Saved entries
►
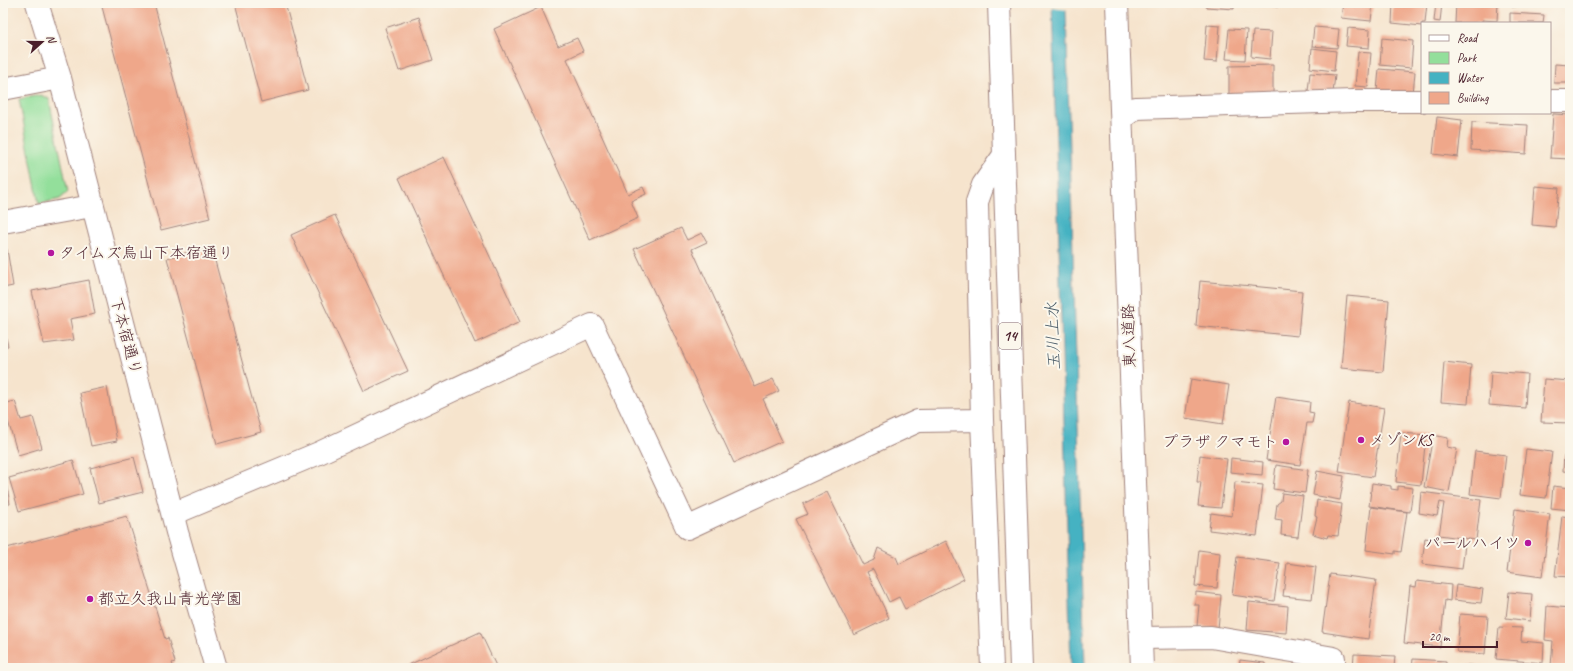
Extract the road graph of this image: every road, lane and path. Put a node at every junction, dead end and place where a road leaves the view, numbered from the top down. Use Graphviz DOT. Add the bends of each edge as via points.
graph roads {
  1 [pos="37,3"];
  2 [pos="999,3"];
  3 [pos="1117,3"];
  4 [pos="60,78"];
  5 [pos="3,89"];
  6 [pos="1421,101"];
  7 [pos="1551,101"];
  8 [pos="1570,101"];
  9 [pos="1122,118"];
  10 [pos="1004,155"];
  11 [pos="92,206"];
  12 [pos="3,222"];
  13 [pos="982,420"];
  14 [pos="173,514"];
  15 [pos="1141,638"];
  16 [pos="216,668"];
  17 [pos="992,668"];
  18 [pos="1021,668"];
  19 [pos="1142,668"];
  20 [pos="1334,668"];
  1 -- 4 [label="street, 下本宿通り"];
  2 -- 10 [label="street, 14"];
  3 -- 9 [label="street, 東八道路"];
  4 -- 5 [label="street"];
  4 -- 11 [label="street, 下本宿通り"];
  6 -- 9 [label="street" via="1136,108"];
  7 -- 8 [label="street"];
  9 -- 15 [label="street, 東八道路"];
  10 -- 13 [label="street" via="983,185 977,202"];
  10 -- 18 [label="street, 14"];
  11 -- 12 [label="street"];
  11 -- 14 [label="street, 下本宿通り"];
  13 -- 14 [label="street" via="918,421 687,528 592,325 319,453"];
  13 -- 17 [label="street"];
  14 -- 16 [label="street, 下本宿通り"];
  15 -- 19 [label="street, 東八道路"];
  15 -- 20 [label="street" via="1211,637 1334,658"];
}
◄
**What the task asks:** Reproduce every entry exactly; images stay out.

**Solved exercise:**
Extract the road graph of this image: every road, lane and path. Put a node at every junction, dead end and place where a road leaves the view, numbered from the top down. Use Graphviz DOT. Add the bends of each edge as via points.
graph roads {
  1 [pos="37,3"];
  2 [pos="999,3"];
  3 [pos="1117,3"];
  4 [pos="60,78"];
  5 [pos="3,89"];
  6 [pos="1421,101"];
  7 [pos="1551,101"];
  8 [pos="1570,101"];
  9 [pos="1122,118"];
  10 [pos="1004,155"];
  11 [pos="92,206"];
  12 [pos="3,222"];
  13 [pos="982,420"];
  14 [pos="173,514"];
  15 [pos="1141,638"];
  16 [pos="216,668"];
  17 [pos="992,668"];
  18 [pos="1021,668"];
  19 [pos="1142,668"];
  20 [pos="1334,668"];
  1 -- 4 [label="street, 下本宿通り"];
  2 -- 10 [label="street, 14"];
  3 -- 9 [label="street, 東八道路"];
  4 -- 5 [label="street"];
  4 -- 11 [label="street, 下本宿通り"];
  6 -- 9 [label="street" via="1136,108"];
  7 -- 8 [label="street"];
  9 -- 15 [label="street, 東八道路"];
  10 -- 13 [label="street" via="983,185 977,202"];
  10 -- 18 [label="street, 14"];
  11 -- 12 [label="street"];
  11 -- 14 [label="street, 下本宿通り"];
  13 -- 14 [label="street" via="918,421 687,528 592,325 319,453"];
  13 -- 17 [label="street"];
  14 -- 16 [label="street, 下本宿通り"];
  15 -- 19 [label="street, 東八道路"];
  15 -- 20 [label="street" via="1211,637 1334,658"];
}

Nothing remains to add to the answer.